Spleen tyrosine kinase promotes NLR family pyrin domain containing 3 inflammasome-mediated IL-1β secretion via c-Jun N-terminal kinase activation and cell apoptosis during diabetic nephropathy

Diabetic nephropathy (DN) is a serious complication of diabetes and can cause an increased mortality risk. It was previously reported that NLR family pyrin domain containing 3 (NLRP3) inflammasome is involved in the pathogenesis of diabetes. However, the underlying mechanism is not clearly understood. In the present study, the effects of spleen tyrosine kinase (Syk) and c-Jun N-terminal kinase (JNK) on the NLRP3 inflammasome were examined in vivo and in vitro. Sprague-Dawley rats were injected intraperitoneally with streptozotocin (65 mg/kg) to induce diabetes. HK2 cells and rat glomerular mesangial cells (RGMCs) were examined to detect the expression of JNK and NLRP3 inflammasome-associated proteins following treatment with a Syk inhibitor or Syk-small interfering (si)RNA in a high glucose condition. In the present study, it was revealed that the protein and mRNA expression levels of NLRP3 inflammasome-associated molecules and the downstream mature interleukin (IL)-1β were upregulated in vivo and in vitro. The Syk inhibitor and Syk-siRNA suppressed high glucose-induced JNK activation, and subsequently downregulated the activation of the NLRP3 inflammasome and mature IL-1β in HK2 cells and RGMCs.
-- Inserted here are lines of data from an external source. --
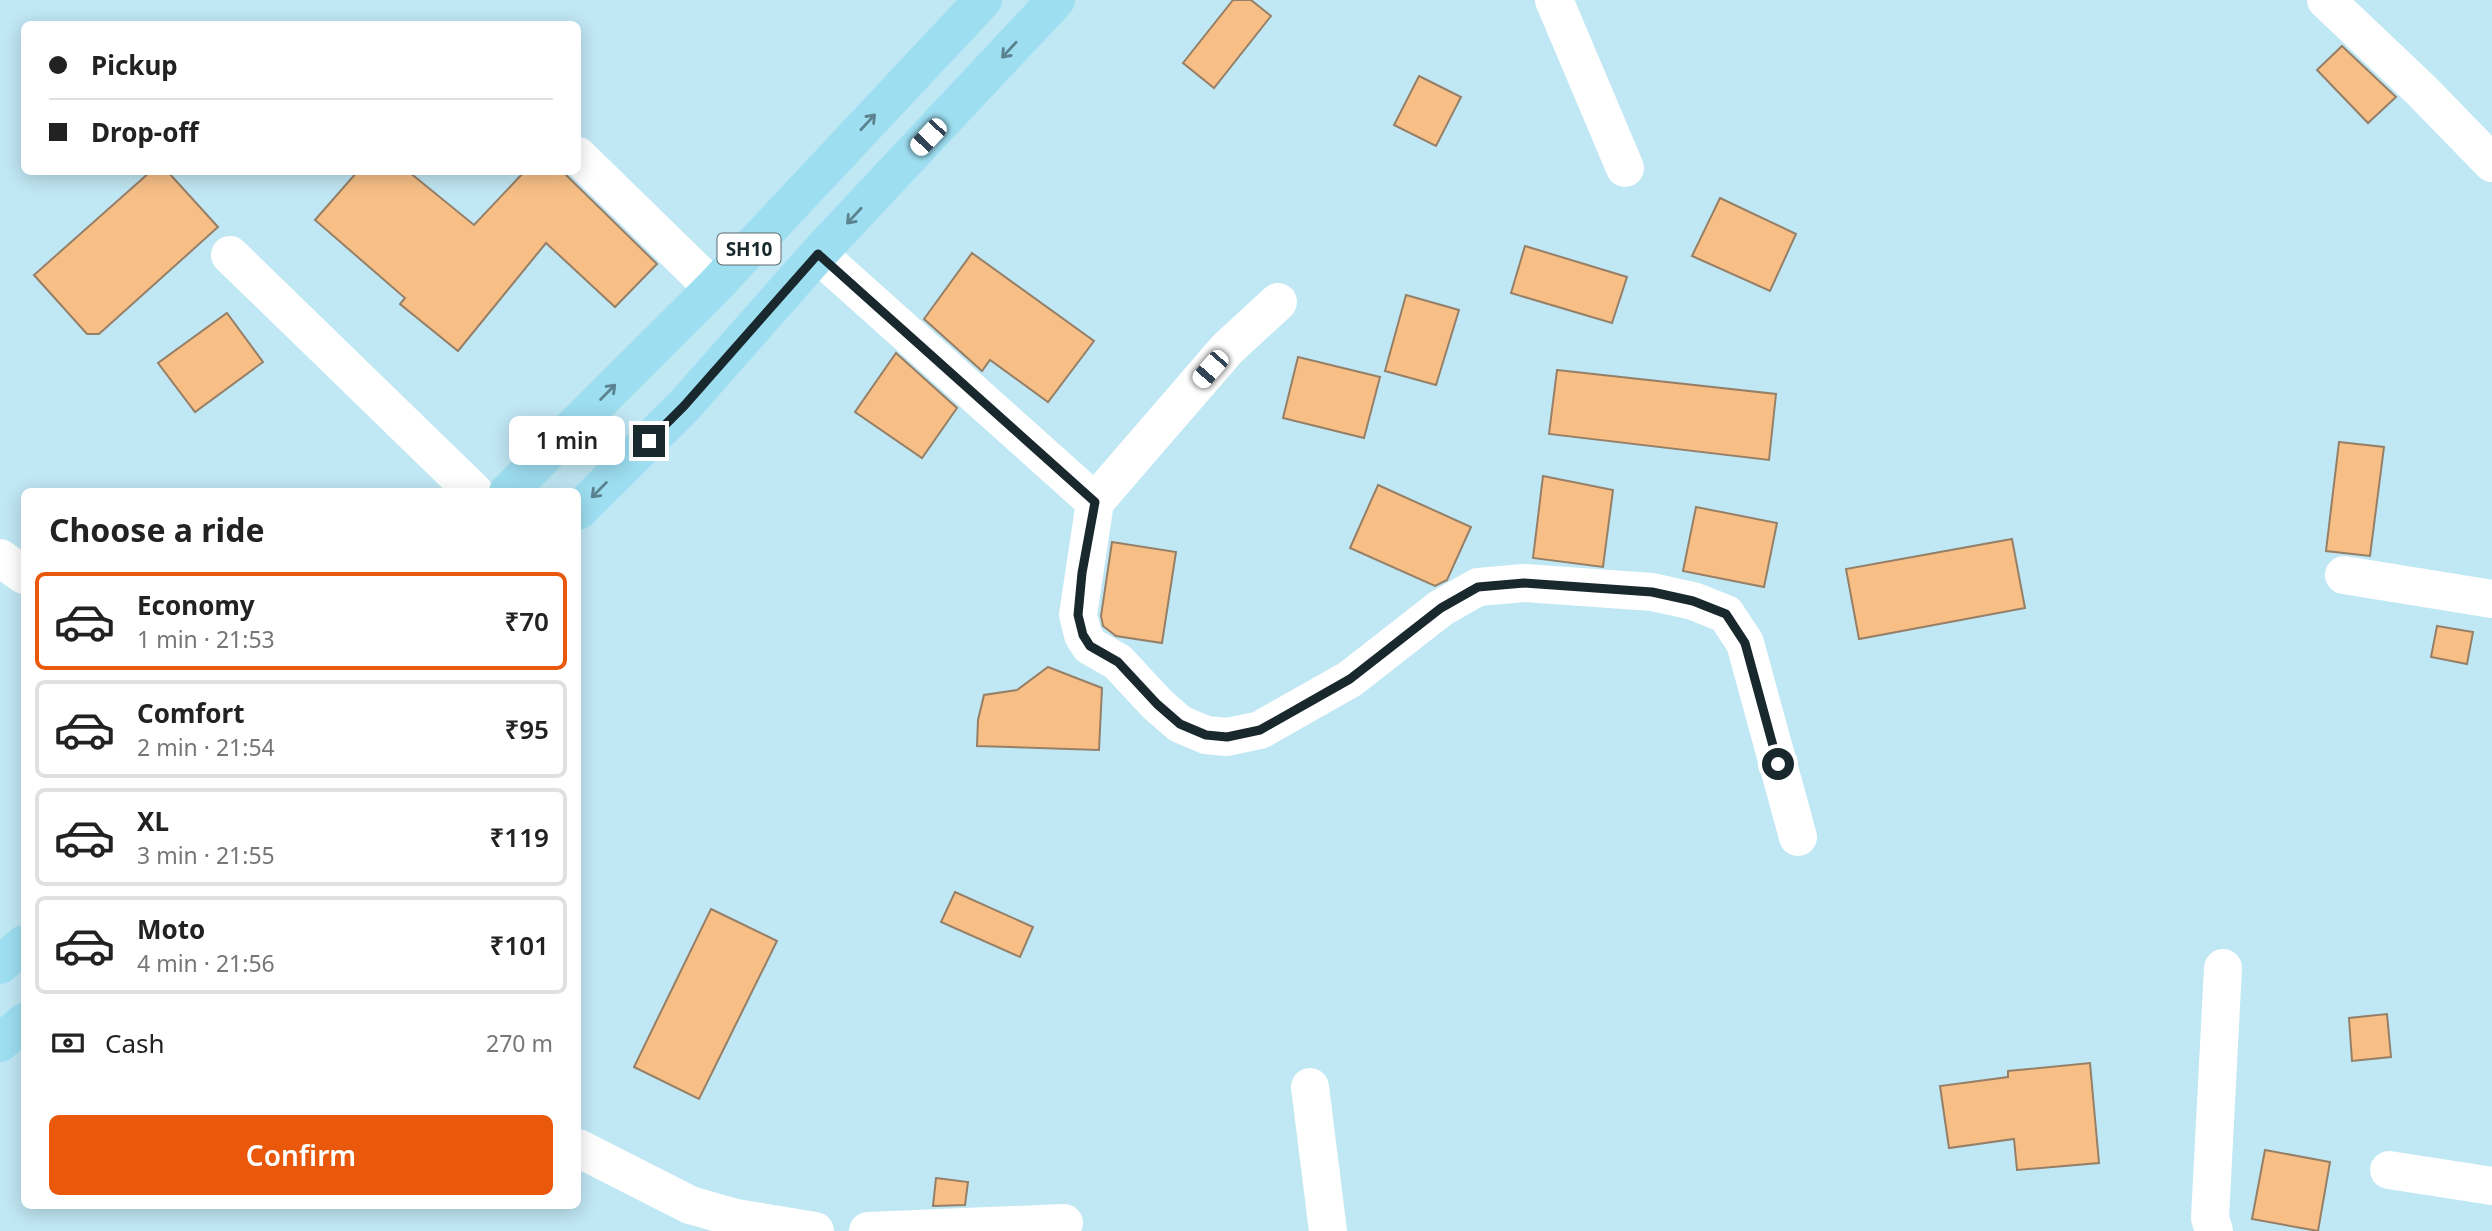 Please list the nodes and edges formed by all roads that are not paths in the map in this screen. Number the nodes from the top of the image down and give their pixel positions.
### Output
1 (983, 0) edge
2 (1056, 0) edge
3 (1554, 0) edge
4 (2326, 0) edge
5 (581, 159) edge
6 (2492, 163) edge
7 (1625, 168) dead end
8 (818, 254) junction
9 (230, 255) dead end
10 (713, 288) junction
11 (1278, 302) dead end
12 (470, 488) edge
13 (512, 488) edge
14 (1095, 502) junction
15 (581, 508) edge
16 (0, 558) edge
17 (21, 573) edge
18 (2344, 575) dead end
19 (2492, 598) edge
20 (1798, 837) dead end
21 (21, 947) edge
22 (0, 965) edge
23 (2223, 968) dead end
24 (21, 1025) edge
25 (0, 1043) edge
26 (1310, 1087) dead end
27 (581, 1150) edge
28 (2389, 1170) dead end
29 (2492, 1186) edge
30 (686, 1218) edge
31 (1064, 1223) dead end
32 (815, 1231) edge
33 (868, 1231) edge
34 (1328, 1231) edge
35 (2214, 1231) edge

10 -> 1 main road, SH10
2 -> 8 main road, SH10
3 - 7 street
4 - 6 street
5 - 10 street
8 - 14 street
8 -> 15 main road, SH10
9 - 12 street
13 -> 10 main road, SH10
11 - 14 street
14 - 20 street
16 - 17 street
18 - 19 street
21 - 22 main road
23 - 35 street
24 - 25 main road
26 - 34 street
27 - 30 street
28 - 29 street
30 - 32 street
31 - 33 street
Furthermore, high glucose-induced apoptosis of HK2 cells was reduced by the Syk inhibitor BAY61-3606. Therefore, the present results determined that high glucose-induced activation of the NLRP3 inflammasome is mediated by Syk/JNK activation, which subsequently increased the protein expression level of IL-1β and mature IL-1β. The present study identified that the Syk/JNK/NLRP3 signaling pathway may serve a vital role in the pathogenesis of DN.